Se o entendimento for majoritário, as plataformas serão obrigadas a retirar imediatamente conteúdos ilegais, sem a urgência de um recurso jurídico. Os representantes empresas Google e Meta, que são segmento da ação no STF, defendem que seja mantida a responsabilidade unicamente depois o perfil ser notificado de uma decisão judicial e alegam que o monitoramento do teor fere o princípio da liberdade de sentença.
A pesquisadora do NetLab-UFRJ, Marie Santini afirma que há uma distorção no debate. “A gente está discutindo nesse momento no STF a possibilidade de uma notificação extrajudicial e a possibilidade de que essa plataforma seja obrigada a determinar e tomar uma decisão, e a partir de logo, que ela seja responsável pela decisão que ela tomou. É muito dissemelhante de a gente generalizar cá e proferir que plataformas vão moderar conteúdos aleatoriamente ao seu bel prazer, que as plataformas vão ter que se responsabilizar absolutamente tudo o que acontece, não é isso. Portanto tem muita distorção nesse debate”, avalia.

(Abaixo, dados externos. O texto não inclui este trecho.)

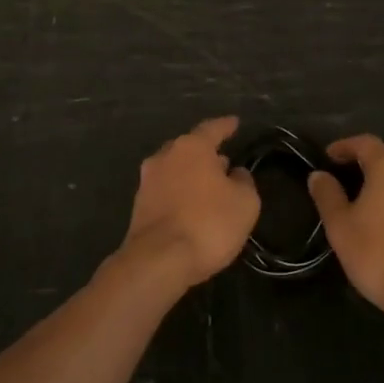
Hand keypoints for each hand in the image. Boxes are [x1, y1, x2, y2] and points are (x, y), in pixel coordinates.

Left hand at [120, 116, 259, 289]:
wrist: (158, 260)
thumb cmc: (208, 223)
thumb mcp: (244, 203)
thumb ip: (243, 181)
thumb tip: (234, 173)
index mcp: (191, 147)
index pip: (212, 129)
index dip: (226, 126)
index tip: (235, 122)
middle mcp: (165, 156)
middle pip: (189, 148)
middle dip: (206, 153)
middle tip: (223, 160)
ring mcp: (147, 181)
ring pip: (174, 169)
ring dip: (191, 174)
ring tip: (209, 186)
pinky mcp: (139, 206)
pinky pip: (165, 191)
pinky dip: (179, 194)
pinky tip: (191, 207)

Durante a coletiva de prelo desta sexta, o secretário de Políticas Digitais da Secretaria de Informação Social (Secom) da Presidência da República, João Brant, afirmou que o governo tem posição clara sobre a urgência de regulação dessas plataformas.
“A AGU [Advocacia-Geral da União] se posicionou, em nome do governo federalista, cobrando responsabilidade objetiva das plataformas no caso de conteúdos Ilegais ilícitos, e uma ação de obrigação, de prevenção e prevenção, também para conteúdos danosos. Ou seja, tem coisas que não estão hoje tipificadas, mas que causam muitos prejuízos ao recta das mulheres e do conjunto da população brasileira. Portanto o governo tem trabalhado no contexto do Legislativo do Judiciário para fazer prosseguir as possibilidades de regulação”, disse Brant.
A empresa Google, proprietária da plataforma YouTube, não respondeu aos questionamentos da reportagem. O espaço segue acessível para manifestações.